YOUR ASSIGNMENT:
Omitting the images, transcribe the records below exactly as they stand.

[Opening DATA SHOWN section]

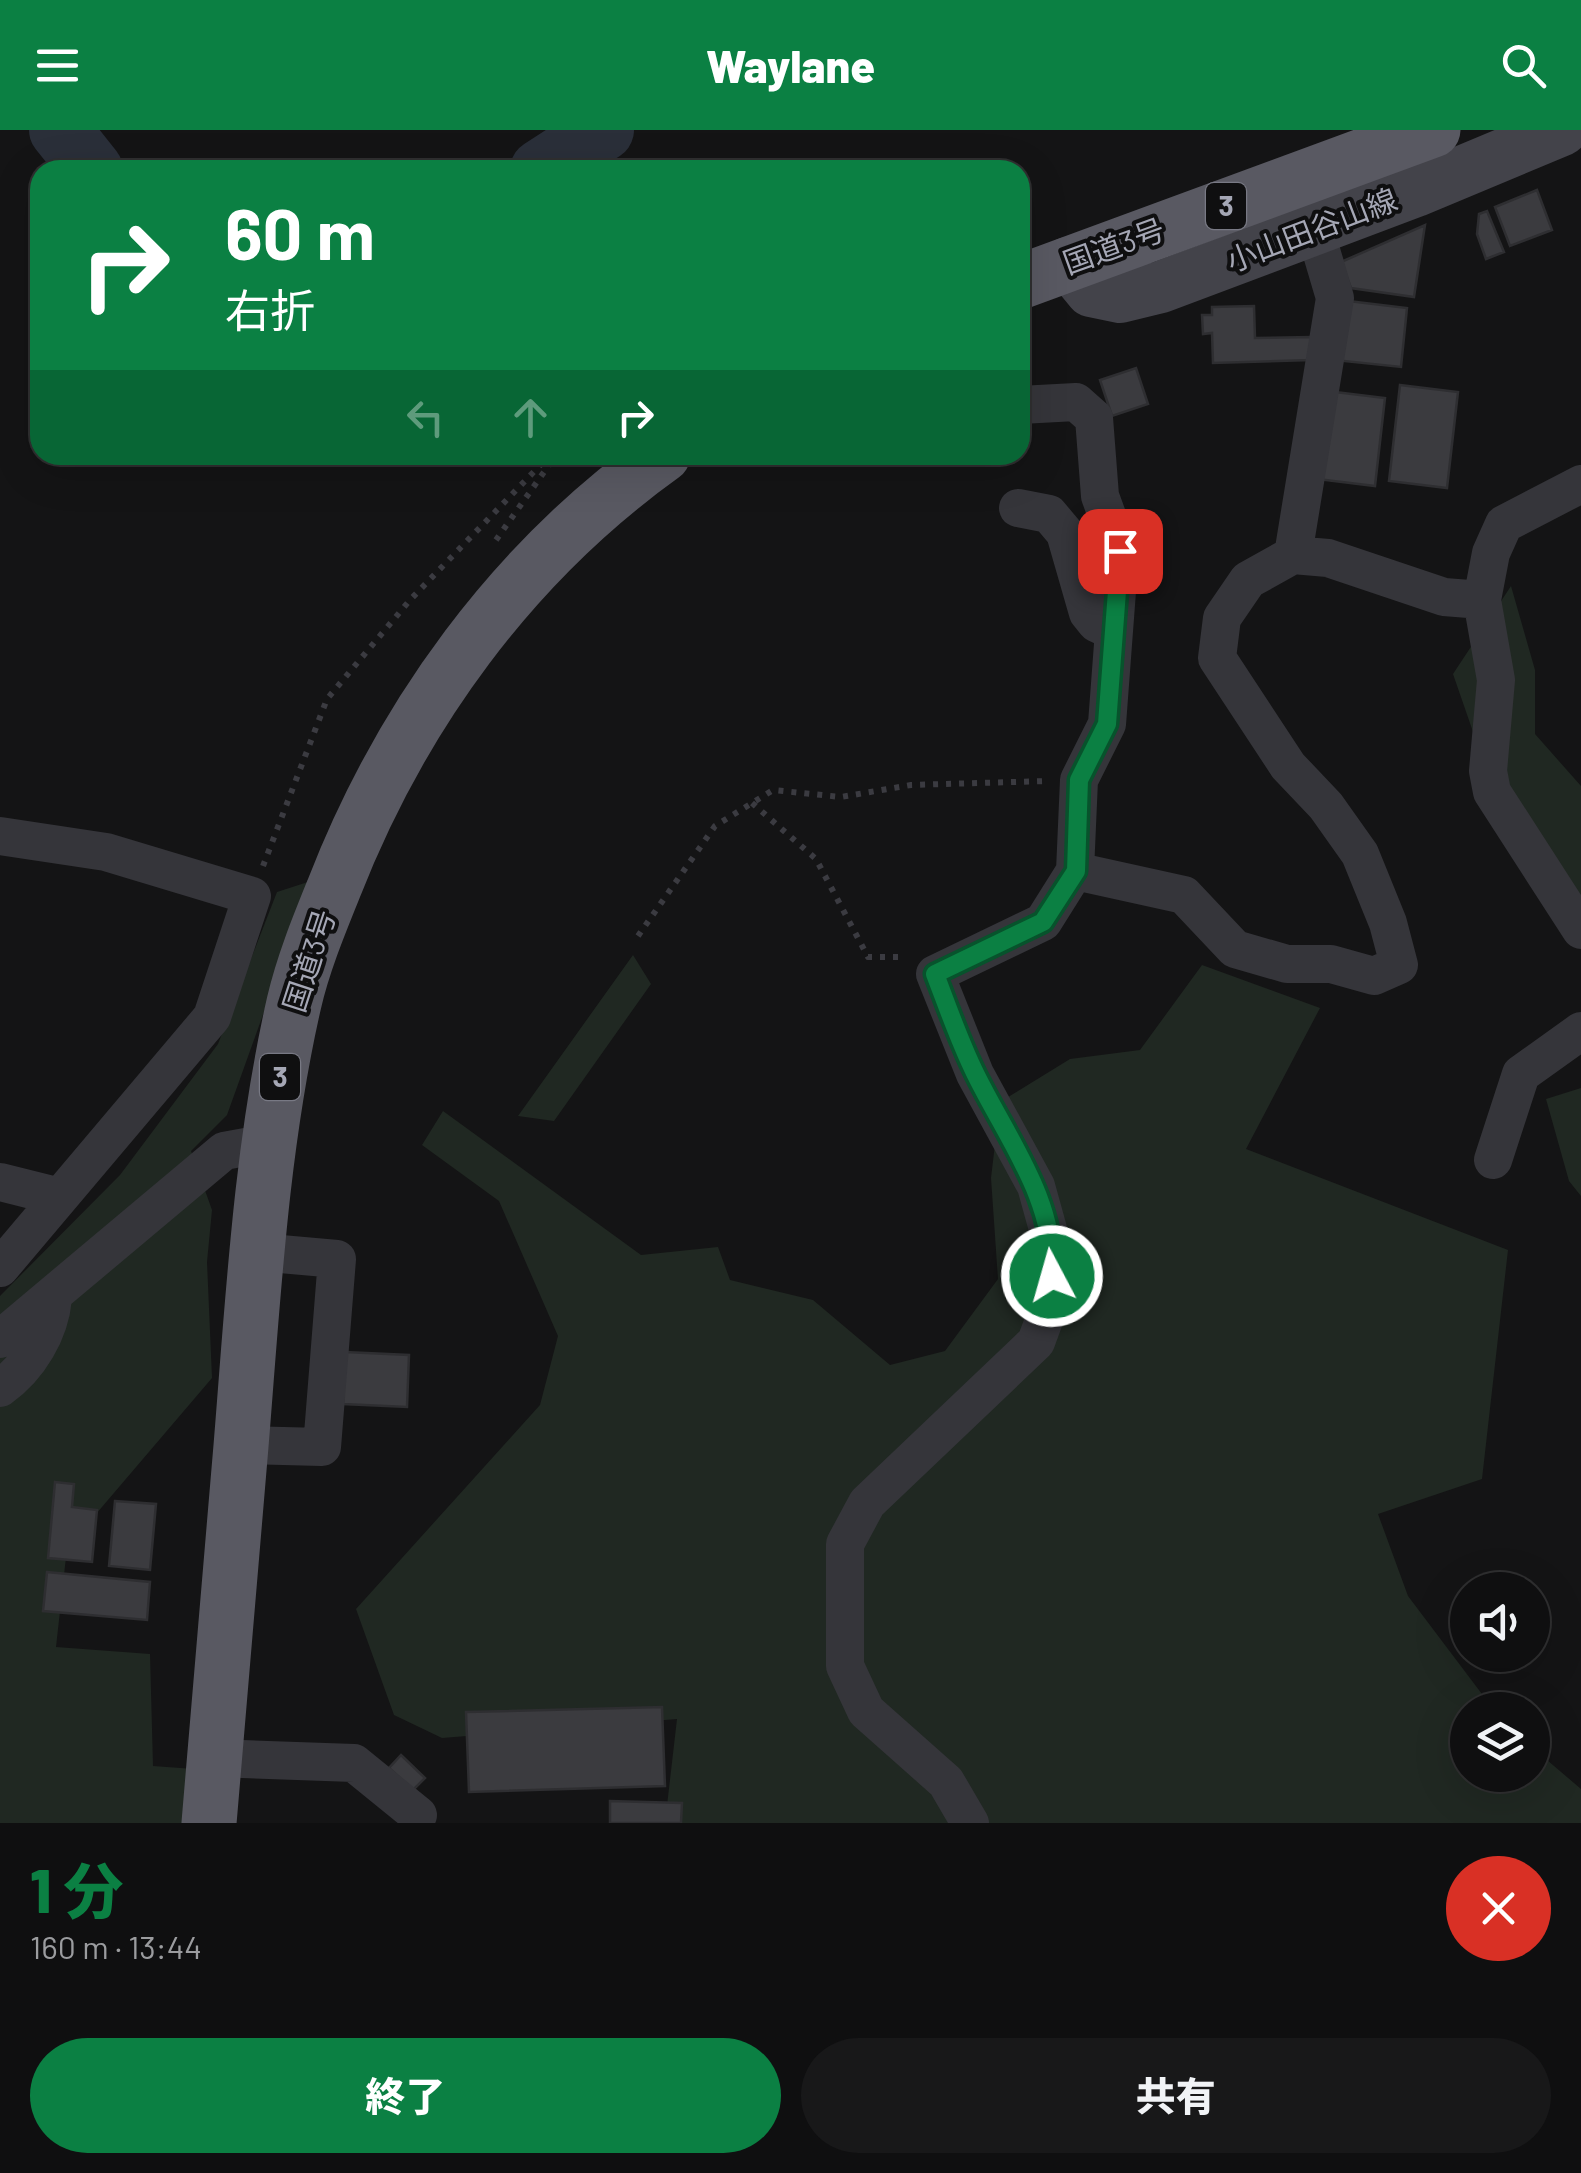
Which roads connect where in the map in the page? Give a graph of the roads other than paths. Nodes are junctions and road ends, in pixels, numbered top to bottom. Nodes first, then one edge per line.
1 (1433, 130) edge
2 (1562, 130) edge
3 (1315, 230) junction
4 (1044, 273) edge
5 (1030, 404) edge
6 (649, 465) edge
7 (1581, 484) edge
8 (1018, 508) dead end
9 (1292, 555) junction
10 (1482, 600) junction
11 (1113, 631) junction
12 (0, 836) edge
13 (1076, 871) junction
14 (1581, 930) edge
15 (1581, 1030) edge
16 (272, 1142) junction
17 (1494, 1160) dead end
18 (0, 1182) edge
19 (60, 1197) junction
20 (258, 1252) junction
21 (0, 1268) edge
22 (53, 1298) junction
23 (0, 1340) edge
24 (0, 1388) edge
25 (241, 1446) junction
26 (214, 1758) junction
27 (418, 1815) dead end
28 (209, 1823) edge
29 (970, 1823) edge

1 - 4 highway, 国道3号 / 3
2 - 3 main road, 小山田谷山線
3 - 4 main road, 小山田谷山線
3 - 9 street
5 - 11 street
6 - 16 highway, 国道3号 / 3
7 - 10 street
8 - 11 street
9 - 10 street
9 - 13 street
10 - 14 street
11 - 13 street
12 - 19 street
13 - 29 street
15 - 17 street
16 - 20 highway, 国道3号 / 3
16 - 22 street
18 - 19 street
19 - 21 street
20 - 25 highway, 国道3号 / 3
20 - 25 street
22 - 23 street
22 - 24 street
25 - 26 highway, 国道3号 / 3
26 - 27 street
26 - 28 highway, 国道3号 / 3

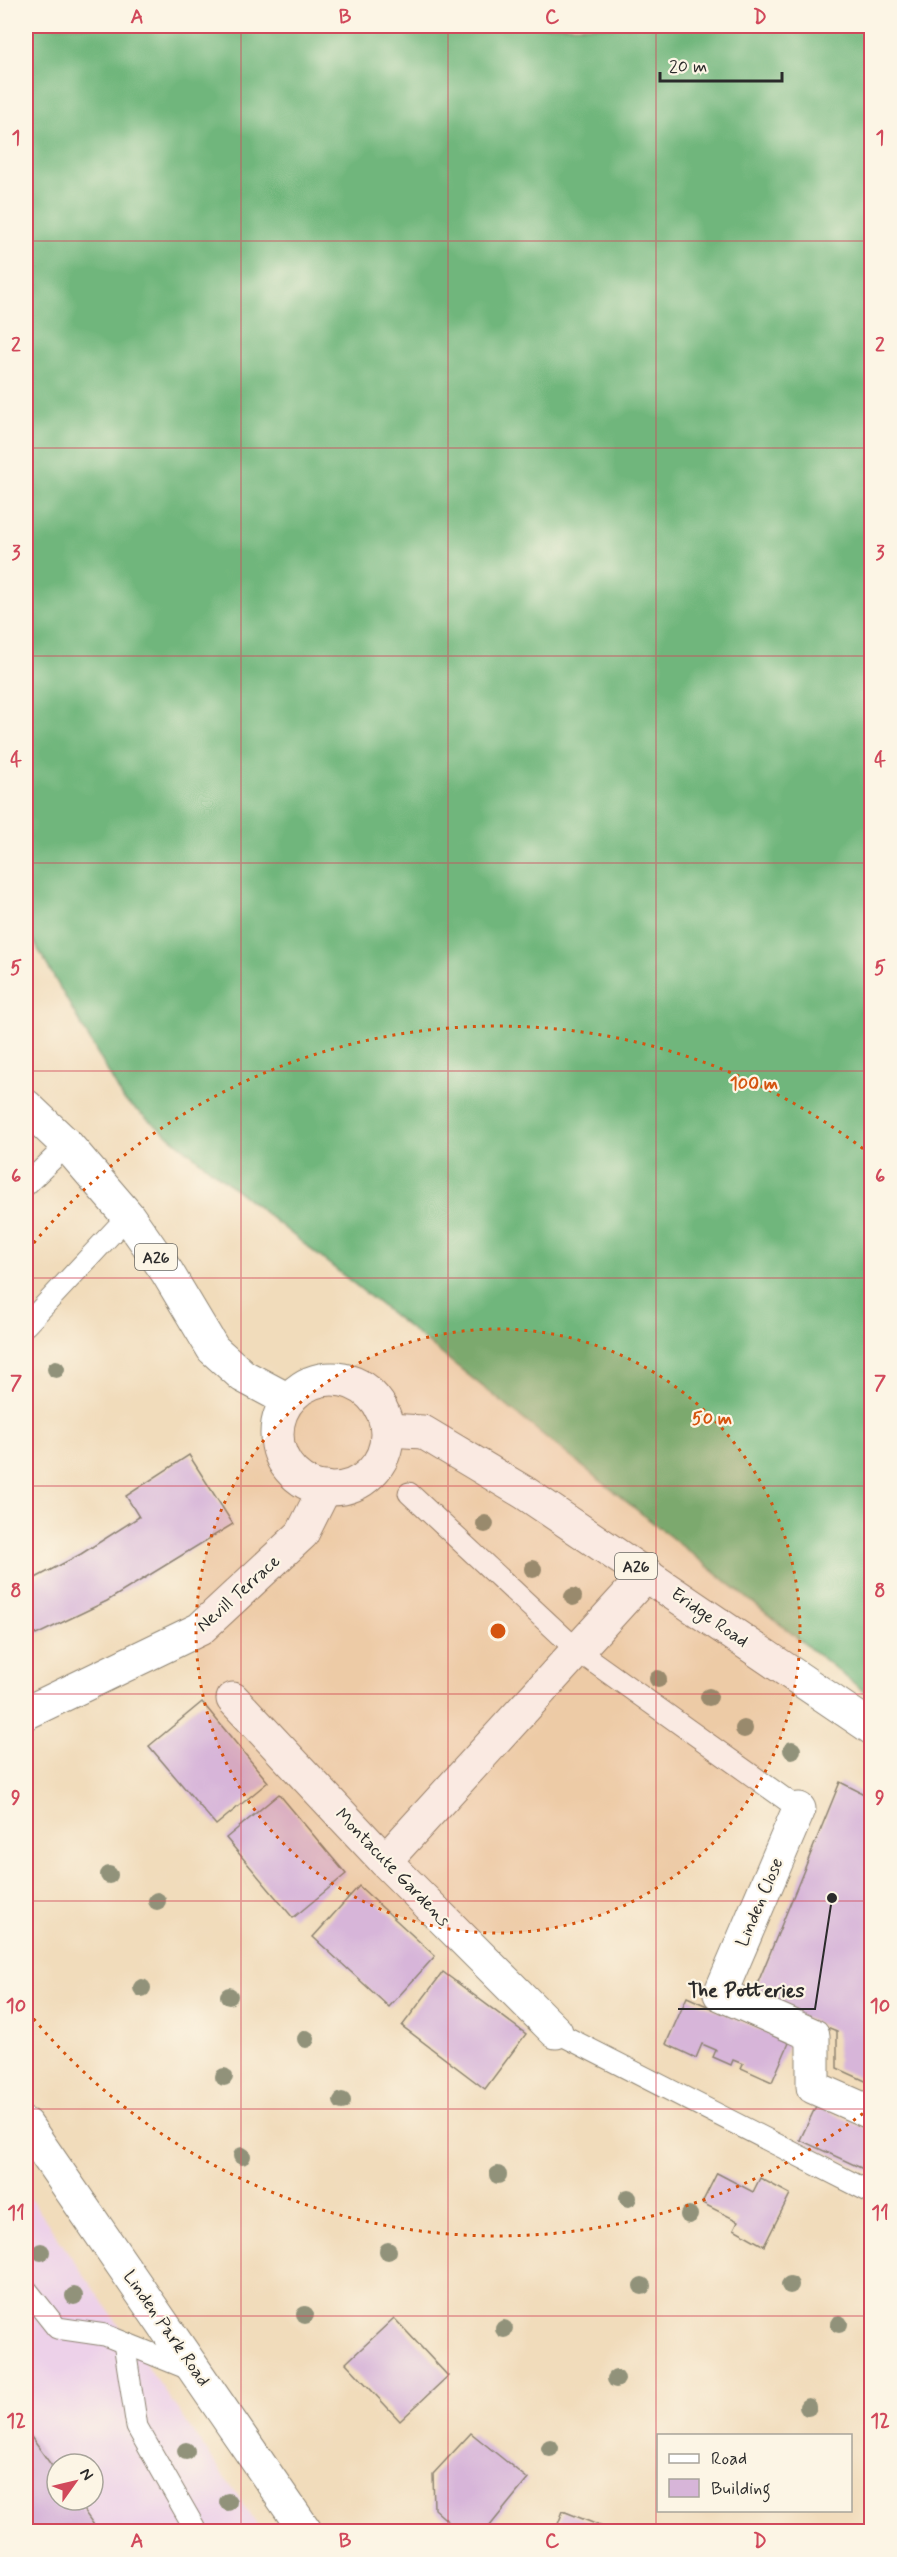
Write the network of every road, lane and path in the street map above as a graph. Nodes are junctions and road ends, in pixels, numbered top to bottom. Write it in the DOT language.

[Closing DATA SHOWN section]

TASK RESULT:
Which roads connect where in the map in the page? Give a graph of the roads other than paths. Nodes are junctions and road ends, in pixels, numbered top to bottom. Nodes first, then one edge per line.
1 (1433, 130) edge
2 (1562, 130) edge
3 (1315, 230) junction
4 (1044, 273) edge
5 (1030, 404) edge
6 (649, 465) edge
7 (1581, 484) edge
8 (1018, 508) dead end
9 (1292, 555) junction
10 (1482, 600) junction
11 (1113, 631) junction
12 (0, 836) edge
13 (1076, 871) junction
14 (1581, 930) edge
15 (1581, 1030) edge
16 (272, 1142) junction
17 (1494, 1160) dead end
18 (0, 1182) edge
19 (60, 1197) junction
20 (258, 1252) junction
21 (0, 1268) edge
22 (53, 1298) junction
23 (0, 1340) edge
24 (0, 1388) edge
25 (241, 1446) junction
26 (214, 1758) junction
27 (418, 1815) dead end
28 (209, 1823) edge
29 (970, 1823) edge

1 - 4 highway, 国道3号 / 3
2 - 3 main road, 小山田谷山線
3 - 4 main road, 小山田谷山線
3 - 9 street
5 - 11 street
6 - 16 highway, 国道3号 / 3
7 - 10 street
8 - 11 street
9 - 10 street
9 - 13 street
10 - 14 street
11 - 13 street
12 - 19 street
13 - 29 street
15 - 17 street
16 - 20 highway, 国道3号 / 3
16 - 22 street
18 - 19 street
19 - 21 street
20 - 25 highway, 国道3号 / 3
20 - 25 street
22 - 23 street
22 - 24 street
25 - 26 highway, 国道3号 / 3
26 - 27 street
26 - 28 highway, 国道3号 / 3

Write the network of every road, lane and path in the street map above as a graph. Nodes are junctions and road ends, in pixels, numbered top to bottom. Write it in the DOT language.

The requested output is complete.